# lucky bamboo to lower nitrates/ frequency of water changes?



## hurffman (Jan 25, 2014)

Hello, I have a 125 gallon tank with about 40 cichlids. have seen people sticking lucky bamboo in hob filters/fry trap.......will this actually help with nitrates? Thanks ahead of time!!


----------



## Deeda (Oct 12, 2012)

It probably wouldn't remove enough nitrate based on the number of fish you have. Water changes are the easiest way, IMO.


----------



## smitty814 (Sep 27, 2012)

Lucky bamboo wasn't really meant to be submersed.

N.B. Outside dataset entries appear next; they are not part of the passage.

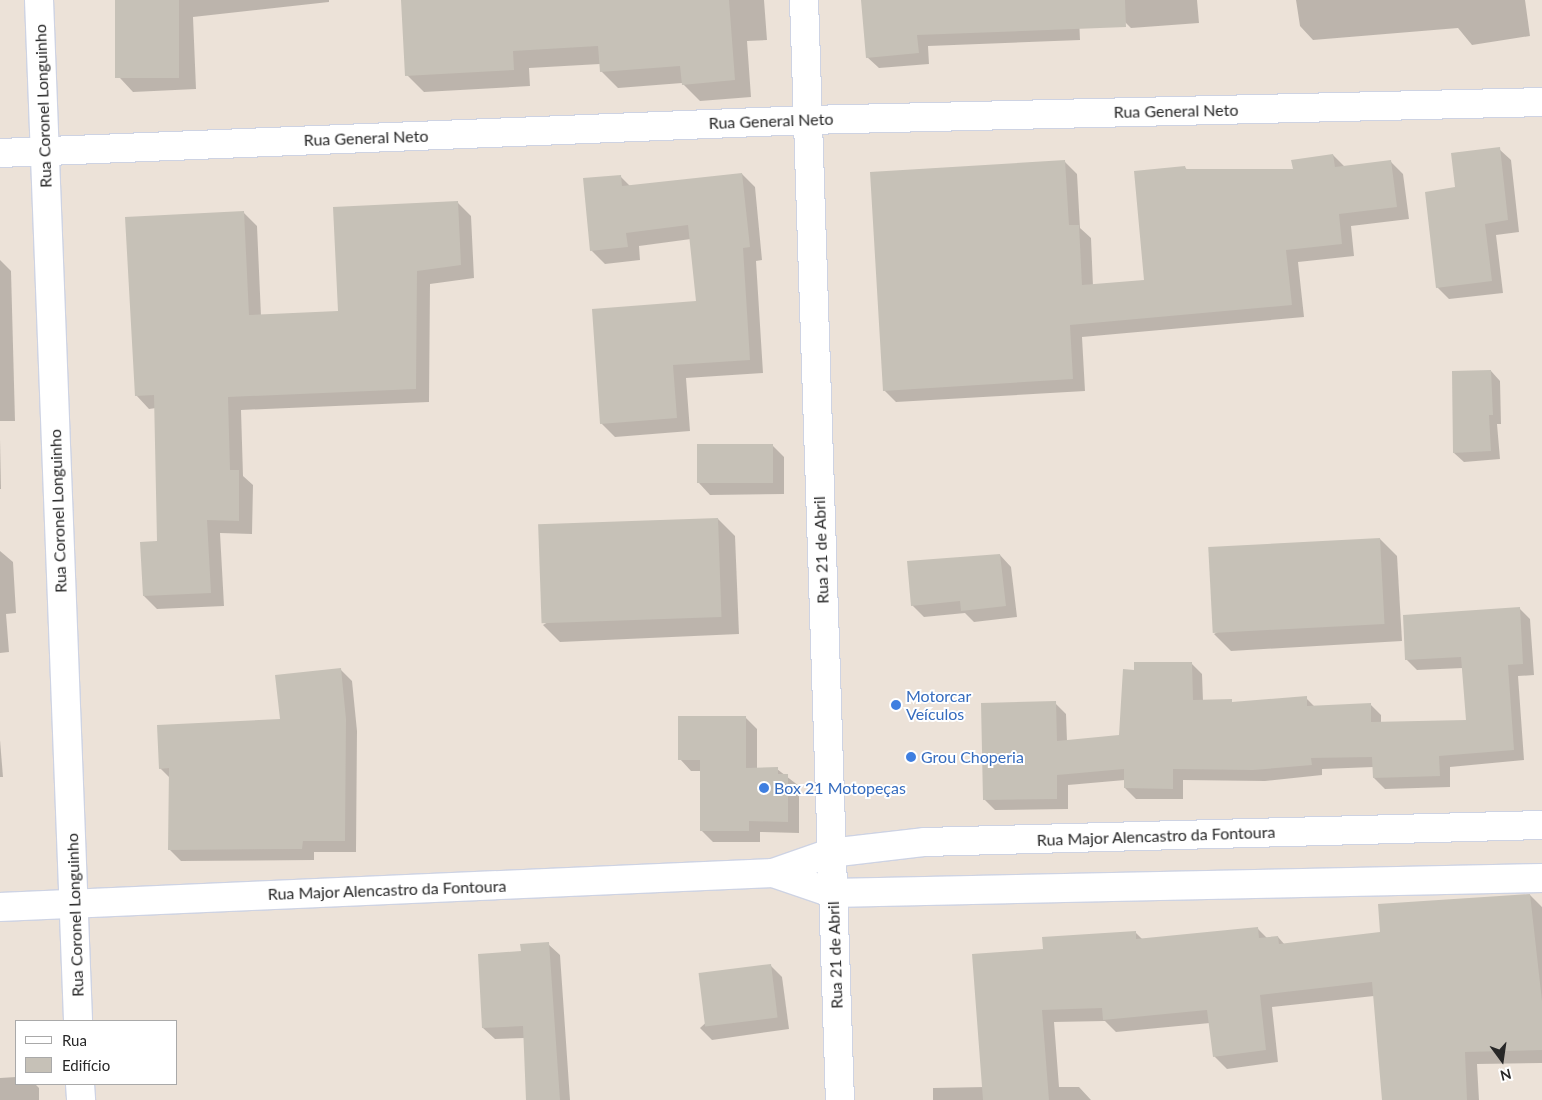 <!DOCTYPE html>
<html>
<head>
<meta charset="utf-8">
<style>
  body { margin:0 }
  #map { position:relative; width:1542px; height:1100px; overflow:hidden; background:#ece2d8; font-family:Lato,sans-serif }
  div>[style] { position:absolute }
  .shadow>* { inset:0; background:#0003 }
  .building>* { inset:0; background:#c6c1b7; transform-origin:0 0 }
  .roads { filter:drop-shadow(1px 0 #ced3e3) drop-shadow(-1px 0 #ced3e3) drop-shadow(0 1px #ced3e3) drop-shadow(0 -1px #ced3e3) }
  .minor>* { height:28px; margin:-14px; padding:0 14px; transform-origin:14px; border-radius:14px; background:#fff }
  .tertiary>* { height:28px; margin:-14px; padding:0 14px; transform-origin:14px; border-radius:14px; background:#fff }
  .dots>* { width:14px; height:14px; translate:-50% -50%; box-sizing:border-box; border:2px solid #fff; border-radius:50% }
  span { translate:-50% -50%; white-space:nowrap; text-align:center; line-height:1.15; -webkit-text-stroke:4px #fff; paint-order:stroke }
  .street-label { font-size:16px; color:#282828 }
  .shop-label { font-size:16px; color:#366cbe }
  .left { translate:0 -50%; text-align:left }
  .legend { position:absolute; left:15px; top:1020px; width:162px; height:65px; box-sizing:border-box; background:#fff; border:1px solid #a9a9a9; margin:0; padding:6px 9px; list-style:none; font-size:15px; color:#282828 }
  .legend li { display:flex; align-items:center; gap:10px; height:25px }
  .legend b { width:25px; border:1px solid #a9a9a9 }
  .north { position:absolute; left:1477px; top:1035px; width:50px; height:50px; -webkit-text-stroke:4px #fff; paint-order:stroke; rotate:166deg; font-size:14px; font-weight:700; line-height:20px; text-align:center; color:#282828 }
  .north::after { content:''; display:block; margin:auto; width:18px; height:22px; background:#282828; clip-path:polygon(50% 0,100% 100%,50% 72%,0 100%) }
</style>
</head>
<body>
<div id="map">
  <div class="shadow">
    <div style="clip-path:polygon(116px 0,329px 0,329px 2px,193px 17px,196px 89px,133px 92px,120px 78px)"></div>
    <div style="clip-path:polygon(403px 0,764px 0,767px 40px,747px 41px,751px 97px,700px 101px,682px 83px,618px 88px,601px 71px,600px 64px,529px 68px,530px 86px,424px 92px,407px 75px)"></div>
    <div style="clip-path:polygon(863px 0,1197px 0,1199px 23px,1131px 28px,1120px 17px,1079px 16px,1080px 40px,928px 46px,929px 64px,879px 68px,867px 57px)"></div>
    <div style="clip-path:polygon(1296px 0,1525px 0,1530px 36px,1472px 45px,1458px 28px,1313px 40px,1300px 26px)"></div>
    <div style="clip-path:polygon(1499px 149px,1511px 160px,1519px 232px,1496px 235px,1503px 293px,1449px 299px,1437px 287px,1456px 188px)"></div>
    <div style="clip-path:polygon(1333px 155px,1345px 167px,1391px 162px,1403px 174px,1409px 219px,1351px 226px,1354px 256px,1298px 262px,1304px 317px,1082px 337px,1085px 391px,896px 402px,884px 390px,1065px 162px,1077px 174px,1080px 228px,1091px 238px,1093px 286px,1146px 281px,1185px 168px,1188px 170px,1294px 171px)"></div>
    <div style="clip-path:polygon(742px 174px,755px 187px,762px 260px,756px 261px,763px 373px,686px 378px,690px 431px,615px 437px,601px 423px,698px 303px,691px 239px,639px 246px,640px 260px,605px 264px,591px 250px,620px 176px,630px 186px)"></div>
    <div style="clip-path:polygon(458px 203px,471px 216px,474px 278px,430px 284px,429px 402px,241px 410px,243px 476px,253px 485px,252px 534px,220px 533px,224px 606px,157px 609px,144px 596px,158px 542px,156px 408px,149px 409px,136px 395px,243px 212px,257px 226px,261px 316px,339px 312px)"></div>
    <div style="clip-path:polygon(0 260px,11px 271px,15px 421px,0 421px)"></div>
    <div style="clip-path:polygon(1491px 371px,1500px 381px,1501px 424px,1497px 424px,1500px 459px,1464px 462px,1454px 453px)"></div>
    <div style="clip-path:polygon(0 439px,1px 489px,0 489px)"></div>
    <div style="clip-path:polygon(772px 445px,784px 457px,784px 494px,710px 495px,699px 483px)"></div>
    <div style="clip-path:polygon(718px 519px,735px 536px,739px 634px,560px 642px,543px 625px)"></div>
    <div style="clip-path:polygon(1380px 539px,1397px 556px,1402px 641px,1231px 651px,1214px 634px)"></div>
    <div style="clip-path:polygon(0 551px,13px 562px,16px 613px,6px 614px,9px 652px,0 653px)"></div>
    <div style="clip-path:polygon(1000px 555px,1011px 567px,1017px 617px,974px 622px,965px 613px,924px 617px,912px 605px)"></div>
    <div style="clip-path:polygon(1519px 608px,1530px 619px,1534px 675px,1518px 676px,1524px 760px,1450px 767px,1450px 787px,1385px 789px,1374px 778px,1374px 767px,1322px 769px,1322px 775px,1265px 781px,1183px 780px,1183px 799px,1136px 799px,1125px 788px,1125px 780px,1068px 785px,1068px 809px,995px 810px,984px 799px,1055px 703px,1066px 714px,1067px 741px,1120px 736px,1135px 671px,1191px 663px,1202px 674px,1203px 701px,1234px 703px,1306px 698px,1315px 707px,1370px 704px,1381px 715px,1381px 723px,1467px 721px,1463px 668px,1417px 670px,1406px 659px)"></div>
    <div style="clip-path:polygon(340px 669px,352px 681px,357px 731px,356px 852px,314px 852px,314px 860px,181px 861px,169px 849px,170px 778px,160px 768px,281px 720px)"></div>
    <div style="clip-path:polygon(745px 717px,757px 729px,757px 769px,777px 769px,799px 786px,799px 833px,760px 832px,760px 842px,713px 842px,701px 830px,701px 771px,691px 771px,680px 759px)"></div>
    <div style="clip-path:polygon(0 740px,3px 777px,0 777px)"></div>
    <div style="clip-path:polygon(1530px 895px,1542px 907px,1542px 1063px,1477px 1064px,1479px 1100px,1383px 1100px,1374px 996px,1272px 1007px,1278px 1062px,1227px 1069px,1214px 1056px,1210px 1023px,1116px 1032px,1105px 1021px,1054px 1022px,1059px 1087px,1079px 1087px,1091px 1100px,933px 1100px,933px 1088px,984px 1087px,1044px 950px,1135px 932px,1143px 940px,1258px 929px,1267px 938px,1278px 937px,1285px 945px,1381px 933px)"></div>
    <div style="clip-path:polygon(548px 944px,560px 955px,570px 1100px,528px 1100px,525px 1038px,495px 1039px,483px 1028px,522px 952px)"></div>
    <div style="clip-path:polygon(770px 965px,782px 977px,789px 1029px,712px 1040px,700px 1028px)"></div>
    <div style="clip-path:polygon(16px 1077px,16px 1084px,35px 1084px,39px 1088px,39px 1100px,0 1100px,0 1078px)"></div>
  </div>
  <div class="building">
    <div style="left:115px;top:0;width:64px;height:78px"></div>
    <div style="clip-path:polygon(401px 0,729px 0,735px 80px,682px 85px,680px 66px,600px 72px,598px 46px,513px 51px,514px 70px,405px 76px)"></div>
    <div style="clip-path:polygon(861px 0,1125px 0,1126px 27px,917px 35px,919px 53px,866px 58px)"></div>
    <div style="clip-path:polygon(1500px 147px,1508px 220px,1485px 224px,1492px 281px,1436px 288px,1425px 192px,1455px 187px,1451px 153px)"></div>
    <div style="clip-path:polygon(1333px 154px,1335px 167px,1391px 160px,1397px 207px,1339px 214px,1342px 244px,1286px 250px,1292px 305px,1070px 325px,1073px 379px,883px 391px,870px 172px,1065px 160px,1069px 225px,1079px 225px,1082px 285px,1144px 280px,1134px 171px,1185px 166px,1186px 169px,1293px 169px,1291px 160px)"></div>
    <div style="clip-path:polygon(742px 173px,750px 247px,743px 248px,750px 360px,673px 365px,677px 418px,600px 424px,592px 309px,696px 301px,688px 225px,626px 233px,628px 247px,590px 251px,583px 178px,621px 175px,622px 186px)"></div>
    <div style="clip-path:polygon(458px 201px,461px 265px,417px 271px,416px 389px,228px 397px,230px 470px,239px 470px,239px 521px,207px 520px,211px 593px,143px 596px,140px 542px,157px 541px,154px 395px,135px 396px,125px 217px,244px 211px,249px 315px,338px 311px,333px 207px)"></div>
    <div style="clip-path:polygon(1491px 370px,1493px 415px,1489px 415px,1491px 451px,1453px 453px,1452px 371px)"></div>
    <div style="left:697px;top:444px;width:76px;height:39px"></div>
    <div style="left:718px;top:518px;width:99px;height:180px;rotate:88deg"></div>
    <div style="left:1380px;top:538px;width:86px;height:172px;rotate:87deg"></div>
    <div style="clip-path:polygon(1000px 554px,1006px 606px,961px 611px,960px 601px,911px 606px,907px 561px)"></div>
    <div style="clip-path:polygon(1520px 607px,1523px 664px,1508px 665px,1514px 750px,1439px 756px,1440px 776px,1373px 778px,1372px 757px,1311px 758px,1312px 765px,1253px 770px,1173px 769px,1173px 789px,1124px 788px,1124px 769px,1057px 775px,1057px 799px,983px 800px,981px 703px,1056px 701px,1057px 741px,1119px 735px,1123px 669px,1134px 670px,1134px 662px,1192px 662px,1193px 700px,1232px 699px,1232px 702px,1307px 696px,1307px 706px,1371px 703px,1371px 722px,1466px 720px,1461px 657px,1405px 660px,1403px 615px)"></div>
    <div style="clip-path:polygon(341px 668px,346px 719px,345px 841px,303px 841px,302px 849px,168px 850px,169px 768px,159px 769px,157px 725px,280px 719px,275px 675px)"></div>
    <div style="clip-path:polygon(678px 716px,746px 716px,746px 768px,778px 767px,778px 774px,788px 774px,788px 822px,749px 821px,749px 831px,700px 831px,700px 760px,678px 760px)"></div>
    <div style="clip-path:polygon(1530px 894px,1542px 1001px,1542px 1050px,1465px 1052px,1467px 1100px,1382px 1100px,1372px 982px,1260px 995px,1266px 1050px,1213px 1057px,1207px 1010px,1103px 1020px,1102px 1008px,1042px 1010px,1049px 1100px,983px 1100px,972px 954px,1043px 949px,1042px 937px,1136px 931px,1136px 939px,1258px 927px,1259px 938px,1278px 936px,1279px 944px,1380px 932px,1378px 904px)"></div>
    <div style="clip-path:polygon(549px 942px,560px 1100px,526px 1100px,523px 1026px,482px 1028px,478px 954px,521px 951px,520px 944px)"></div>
    <div style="left:771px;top:964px;width:54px;height:73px;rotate:83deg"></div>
  </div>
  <div class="roads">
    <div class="minor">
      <div style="left:39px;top:0;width:1022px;rotate:87.81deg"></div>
      <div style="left:0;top:153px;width:809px;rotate:-2.34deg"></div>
      <div style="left:773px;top:873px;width:62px;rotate:18.7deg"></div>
      <div style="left:832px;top:893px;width:710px;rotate:-1.21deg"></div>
      <div style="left:0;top:907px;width:774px;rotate:-2.52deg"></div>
      <div style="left:773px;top:873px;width:60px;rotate:-19.3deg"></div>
      <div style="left:830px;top:853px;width:96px;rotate:-6.6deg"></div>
      <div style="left:925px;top:842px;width:617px;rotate:-1.58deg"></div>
      <div style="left:80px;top:1084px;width:16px;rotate:86deg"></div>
    </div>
    <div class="tertiary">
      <div style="left:804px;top:0;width:1101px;rotate:88.13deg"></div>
      <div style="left:808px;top:120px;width:734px;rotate:-1.4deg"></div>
    </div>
  </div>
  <div class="dots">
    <div style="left:896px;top:705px;background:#3f7fe0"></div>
    <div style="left:911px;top:757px;background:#3f7fe0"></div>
    <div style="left:764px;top:788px;background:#3f7fe0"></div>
  </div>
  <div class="street-label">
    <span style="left:43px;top:106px;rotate:-92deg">Rua Coronel Longuinho</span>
    <span style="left:1176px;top:111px;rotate:-1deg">Rua General Neto</span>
    <span style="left:771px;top:121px;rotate:-2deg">Rua General Neto</span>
    <span style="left:366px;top:138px;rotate:-2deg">Rua General Neto</span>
    <span style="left:58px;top:511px;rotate:-92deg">Rua Coronel Longuinho</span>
    <span style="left:821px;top:550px;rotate:-92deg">Rua 21 de Abril</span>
    <span style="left:1156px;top:836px;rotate:-2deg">Rua Major Alencastro da Fontoura</span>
    <span style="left:387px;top:890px;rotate:-2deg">Rua Major Alencastro da Fontoura</span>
    <span style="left:75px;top:915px;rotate:-92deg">Rua Coronel Longuinho</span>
    <span style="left:835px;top:955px;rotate:-92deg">Rua 21 de Abril</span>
  </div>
  <div class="shop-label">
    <span class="left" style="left:906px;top:705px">Motorcar<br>Veículos</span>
    <span class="left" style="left:921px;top:757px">Grou Choperia</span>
    <span class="left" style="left:774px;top:788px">Box 21 Motopeças</span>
  </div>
  <ul class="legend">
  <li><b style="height:6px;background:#fff"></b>Rua</li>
  <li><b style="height:14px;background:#c6c1b7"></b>Edifício</li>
  </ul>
  <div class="north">N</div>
</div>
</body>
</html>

Watch out for root rot.


----------



## hurffman (Jan 25, 2014)

i thought they were fine as long as long as the tops were out of the water?


----------



## nandeyanen (Jul 22, 2014)

I have lucky bamboo in my hob if you salt your water they don't grow as well and I think you need a butoad for it to lower nitrates.


----------



## OllieNZ (Apr 18, 2014)

Why not grow something pretty like a peace lily or maidenhair fern will give you the same functionality.


----------



## jeffkro (Feb 13, 2014)

I have had lucky bamboo in my hob's for a few months now and they seem to be doing well. I'm not sure how much they are helping to keep nitrates down but they did seem to get rid of my suspended green algae. I think Pothos is suppose to be the most efficient at pulling nitrates out, lucky bamboo is a very slow grower.


----------